EXERCISE
Every line holding the string "ЧАЙКОВСКОГО" is to be copied from the entries below.

RECORD EXCERPTS
..............................

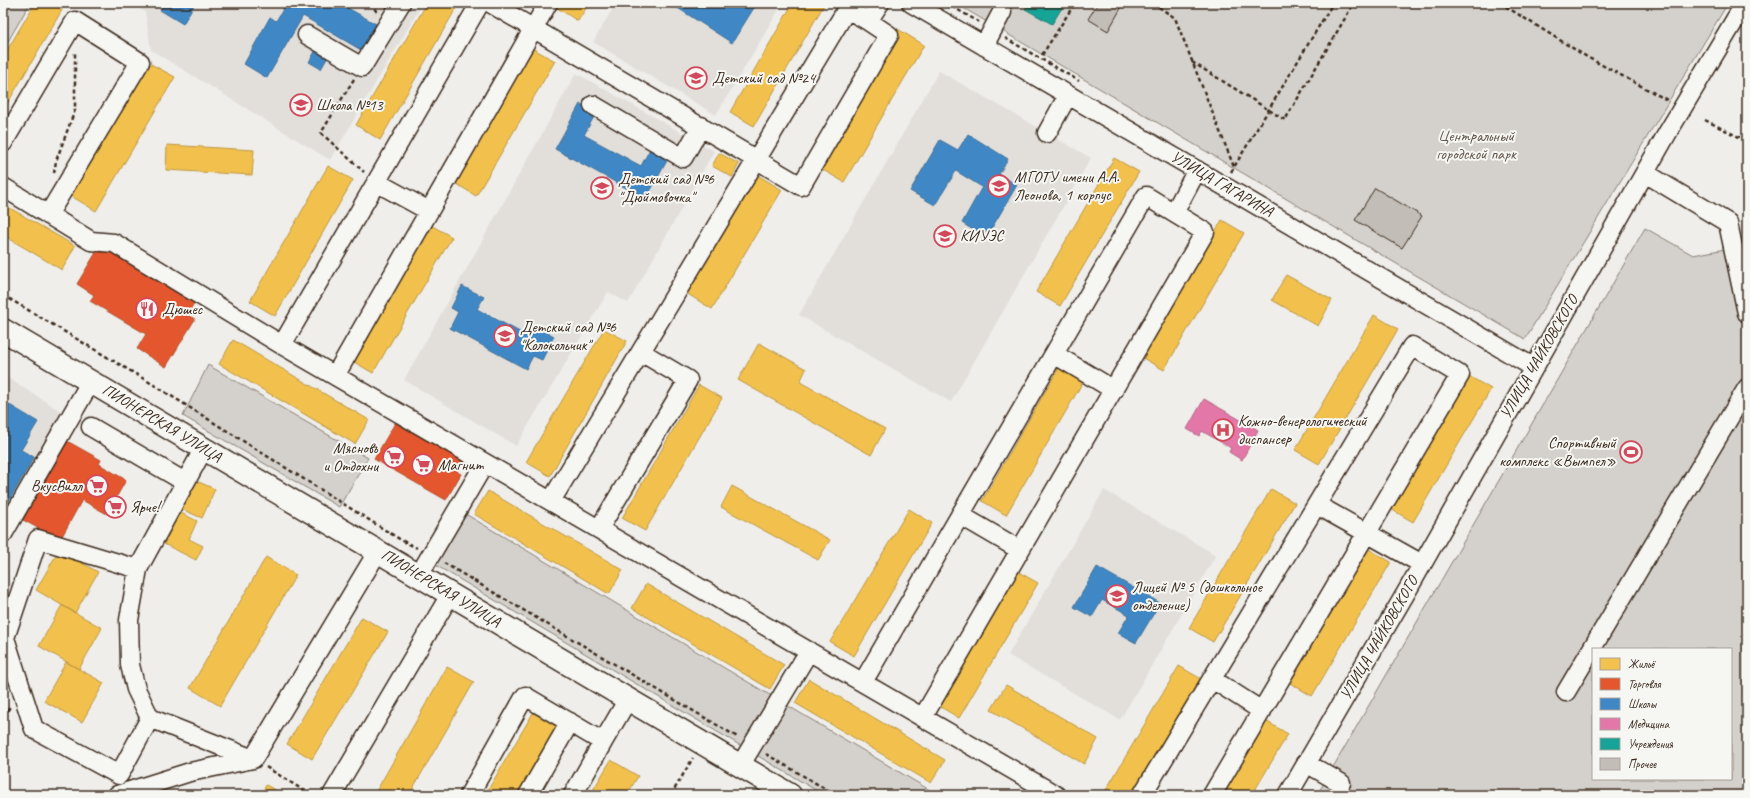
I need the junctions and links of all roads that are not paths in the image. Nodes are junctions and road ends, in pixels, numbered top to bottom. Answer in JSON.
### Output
{"nodes":[{"id":1,"x":401,"y":3,"type":"edge"},
{"id":2,"x":480,"y":3,"type":"edge"},
{"id":3,"x":490,"y":3,"type":"edge"},
{"id":4,"x":548,"y":3,"type":"edge"},
{"id":5,"x":880,"y":3,"type":"edge"},
{"id":6,"x":911,"y":3,"type":"edge"},
{"id":7,"x":1745,"y":3,"type":"edge"},
{"id":8,"x":1002,"y":12,"type":"dead end"},
{"id":9,"x":868,"y":21,"type":"junction"},
{"id":10,"x":534,"y":28,"type":"junction"},
{"id":11,"x":307,"y":35,"type":"dead end"},
{"id":12,"x":984,"y":46,"type":"junction"},
{"id":13,"x":1068,"y":95,"type":"junction"},
{"id":14,"x":592,"y":105,"type":"dead end"},
{"id":15,"x":701,"y":126,"type":"junction"},
{"id":16,"x":1047,"y":133,"type":"dead end"},
{"id":17,"x":3,"y":143,"type":"edge"},
{"id":18,"x":757,"y":160,"type":"junction"},
{"id":19,"x":1198,"y":170,"type":"junction"},
{"id":20,"x":1645,"y":173,"type":"junction"},
{"id":21,"x":376,"y":182,"type":"junction"},
{"id":22,"x":3,"y":187,"type":"edge"},
{"id":23,"x":429,"y":211,"type":"junction"},
{"id":24,"x":1174,"y":213,"type":"junction"},
{"id":25,"x":48,"y":215,"type":"junction"},
{"id":26,"x":1747,"y":313,"type":"edge"},
{"id":27,"x":3,"y":314,"type":"edge"},
{"id":28,"x":3,"y":330,"type":"edge"},
{"id":29,"x":282,"y":344,"type":"junction"},
{"id":30,"x":641,"y":352,"type":"junction"},
{"id":31,"x":1054,"y":354,"type":"junction"},
{"id":32,"x":1533,"y":367,"type":"junction"},
{"id":33,"x":335,"y":376,"type":"junction"},
{"id":34,"x":91,"y":381,"type":"junction"},
{"id":35,"x":1747,"y":388,"type":"edge"},
{"id":36,"x":1114,"y":390,"type":"junction"},
{"id":37,"x":91,"y":427,"type":"dead end"},
{"id":38,"x":204,"y":448,"type":"junction"},
{"id":39,"x":485,"y":463,"type":"junction"},
{"id":40,"x":185,"y":482,"type":"junction"},
{"id":41,"x":551,"y":501,"type":"junction"},
{"id":42,"x":1317,"y":505,"type":"junction"},
{"id":43,"x":960,"y":516,"type":"junction"},
{"id":44,"x":599,"y":529,"type":"junction"},
{"id":45,"x":1367,"y":533,"type":"junction"},
{"id":46,"x":3,"y":534,"type":"edge"},
{"id":47,"x":1020,"y":550,"type":"junction"},
{"id":48,"x":378,"y":551,"type":"junction"},
{"id":49,"x":1422,"y":564,"type":"junction"},
{"id":50,"x":138,"y":569,"type":"junction"},
{"id":51,"x":419,"y":575,"type":"junction"},
{"id":52,"x":450,"y":595,"type":"junction"},
{"id":53,"x":1592,"y":648,"type":"edge"},
{"id":54,"x":1592,"y":648,"type":"edge"},
{"id":55,"x":809,"y":651,"type":"junction"},
{"id":56,"x":1212,"y":680,"type":"junction"},
{"id":57,"x":863,"y":682,"type":"junction"},
{"id":58,"x":1566,"y":692,"type":"dead end"},
{"id":59,"x":628,"y":699,"type":"junction"},
{"id":60,"x":1262,"y":711,"type":"junction"},
{"id":61,"x":923,"y":717,"type":"junction"},
{"id":62,"x":150,"y":718,"type":"junction"},
{"id":63,"x":570,"y":722,"type":"junction"},
{"id":64,"x":603,"y":742,"type":"junction"},
{"id":65,"x":253,"y":759,"type":"junction"},
{"id":66,"x":1306,"y":763,"type":"junction"},
{"id":67,"x":740,"y":766,"type":"junction"},
{"id":68,"x":1341,"y":783,"type":"dead end"},
{"id":69,"x":117,"y":795,"type":"edge"},
{"id":70,"x":332,"y":795,"type":"edge"},
{"id":71,"x":468,"y":795,"type":"edge"},
{"id":72,"x":528,"y":795,"type":"edge"},
{"id":73,"x":573,"y":795,"type":"edge"},
{"id":74,"x":790,"y":795,"type":"edge"},
{"id":75,"x":1056,"y":795,"type":"edge"},
{"id":76,"x":1142,"y":795,"type":"edge"},
{"id":77,"x":1212,"y":795,"type":"edge"},
{"id":78,"x":1288,"y":795,"type":"edge"}],
"edges":[{"from":1,"to":11,"type":"street"},
{"from":2,"to":21,"type":"street"},
{"from":3,"to":10,"type":"street"},
{"from":4,"to":10,"type":"street"},
{"from":5,"to":9,"type":"street"},
{"from":6,"to":12,"type":"street","name":"УЛИЦА ГАГАРИНА"},
{"from":7,"to":20,"type":"street","name":"УЛИЦА ЧАЙКОВСКОГО"},
{"from":8,"to":12,"type":"street"},
{"from":9,"to":18,"type":"street"},
{"from":9,"to":18,"type":"street"},
{"from":10,"to":15,"type":"street"},
{"from":10,"to":23,"type":"street"},
{"from":12,"to":13,"type":"street","name":"УЛИЦА ГАГАРИНА"},
{"from":13,"to":16,"type":"street"},
{"from":13,"to":19,"type":"street","name":"УЛИЦА ГАГАРИНА"},
{"from":14,"to":15,"type":"street"},
{"from":15,"to":18,"type":"street"},
{"from":17,"to":25,"type":"street"},
{"from":18,"to":30,"type":"street"},
{"from":19,"to":24,"type":"street"},
{"from":19,"to":32,"type":"street","name":"УЛИЦА ГАГАРИНА"},
{"from":20,"to":26,"type":"street"},
{"from":20,"to":32,"type":"street","name":"УЛИЦА ЧАЙКОВСКОГО"},
{"from":21,"to":23,"type":"street"},
{"from":21,"to":29,"type":"street"},
{"from":22,"to":25,"type":"street"},
{"from":23,"to":33,"type":"street"},
{"from":24,"to":31,"type":"street"},
{"from":24,"to":36,"type":"street"},
{"from":25,"to":29,"type":"street"},
{"from":27,"to":34,"type":"main road","name":"ПИОНЕРСКАЯ УЛИЦА"},
{"from":28,"to":34,"type":"main road","name":"ПИОНЕРСКАЯ УЛИЦА"},
{"from":29,"to":33,"type":"street"},
{"from":30,"to":41,"type":"street"},
{"from":30,"to":44,"type":"street"},
{"from":31,"to":36,"type":"street"},
{"from":31,"to":43,"type":"street"},
{"from":32,"to":49,"type":"street","name":"УЛИЦА ЧАЙКОВСКОГО"},
{"from":33,"to":39,"type":"street"},
{"from":34,"to":38,"type":"main road","name":"ПИОНЕРСКАЯ УЛИЦА"},
{"from":34,"to":46,"type":"street"},
{"from":35,"to":53,"type":"street"},
{"from":36,"to":47,"type":"street"},
{"from":37,"to":40,"type":"street"},
{"from":38,"to":40,"type":"street"},
{"from":38,"to":48,"type":"main road","name":"ПИОНЕРСКАЯ УЛИЦА"},
{"from":39,"to":41,"type":"street"},
{"from":39,"to":51,"type":"street"},
{"from":40,"to":50,"type":"street"},
{"from":41,"to":44,"type":"street"},
{"from":42,"to":45,"type":"street"},
{"from":42,"to":45,"type":"street"},
{"from":42,"to":56,"type":"street"},
{"from":43,"to":47,"type":"street"},
{"from":43,"to":57,"type":"street"},
{"from":44,"to":55,"type":"street"},
{"from":45,"to":49,"type":"street"},
{"from":45,"to":60,"type":"street"},
{"from":47,"to":61,"type":"street"},
{"from":48,"to":51,"type":"main road","name":"ПИОНЕРСКАЯ УЛИЦА"},
{"from":48,"to":65,"type":"street"},
{"from":49,"to":66,"type":"street","name":"УЛИЦА ЧАЙКОВСКОГО"},
{"from":50,"to":62,"type":"street"},
{"from":50,"to":62,"type":"street"},
{"from":51,"to":52,"type":"main road","name":"ПИОНЕРСКАЯ УЛИЦА"},
{"from":52,"to":59,"type":"main road","name":"ПИОНЕРСКАЯ УЛИЦА"},
{"from":52,"to":70,"type":"street"},
{"from":54,"to":58,"type":"street"},
{"from":55,"to":57,"type":"street"},
{"from":55,"to":67,"type":"street"},
{"from":56,"to":60,"type":"street"},
{"from":56,"to":76,"type":"street"},
{"from":57,"to":61,"type":"street"},
{"from":59,"to":64,"type":"street"},
{"from":59,"to":67,"type":"main road","name":"ПИОНЕРСКАЯ УЛИЦА"},
{"from":60,"to":77,"type":"street"},
{"from":61,"to":75,"type":"street"},
{"from":62,"to":65,"type":"street"},
{"from":63,"to":64,"type":"street"},
{"from":63,"to":71,"type":"street"},
{"from":63,"to":72,"type":"street"},
{"from":64,"to":73,"type":"street"},
{"from":65,"to":69,"type":"street"},
{"from":66,"to":68,"type":"street"},
{"from":66,"to":78,"type":"street","name":"УЛИЦА ЧАЙКОВСКОГО"},
{"from":67,"to":74,"type":"main road","name":"ПИОНЕРСКАЯ УЛИЦА"}]}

..............................

ANSWER BOX
{"from":7,"to":20,"type":"street","name":"УЛИЦА ЧАЙКОВСКОГО"},
{"from":20,"to":32,"type":"street","name":"УЛИЦА ЧАЙКОВСКОГО"},
{"from":32,"to":49,"type":"street","name":"УЛИЦА ЧАЙКОВСКОГО"},
{"from":49,"to":66,"type":"street","name":"УЛИЦА ЧАЙКОВСКОГО"},
{"from":66,"to":78,"type":"street","name":"УЛИЦА ЧАЙКОВСКОГО"},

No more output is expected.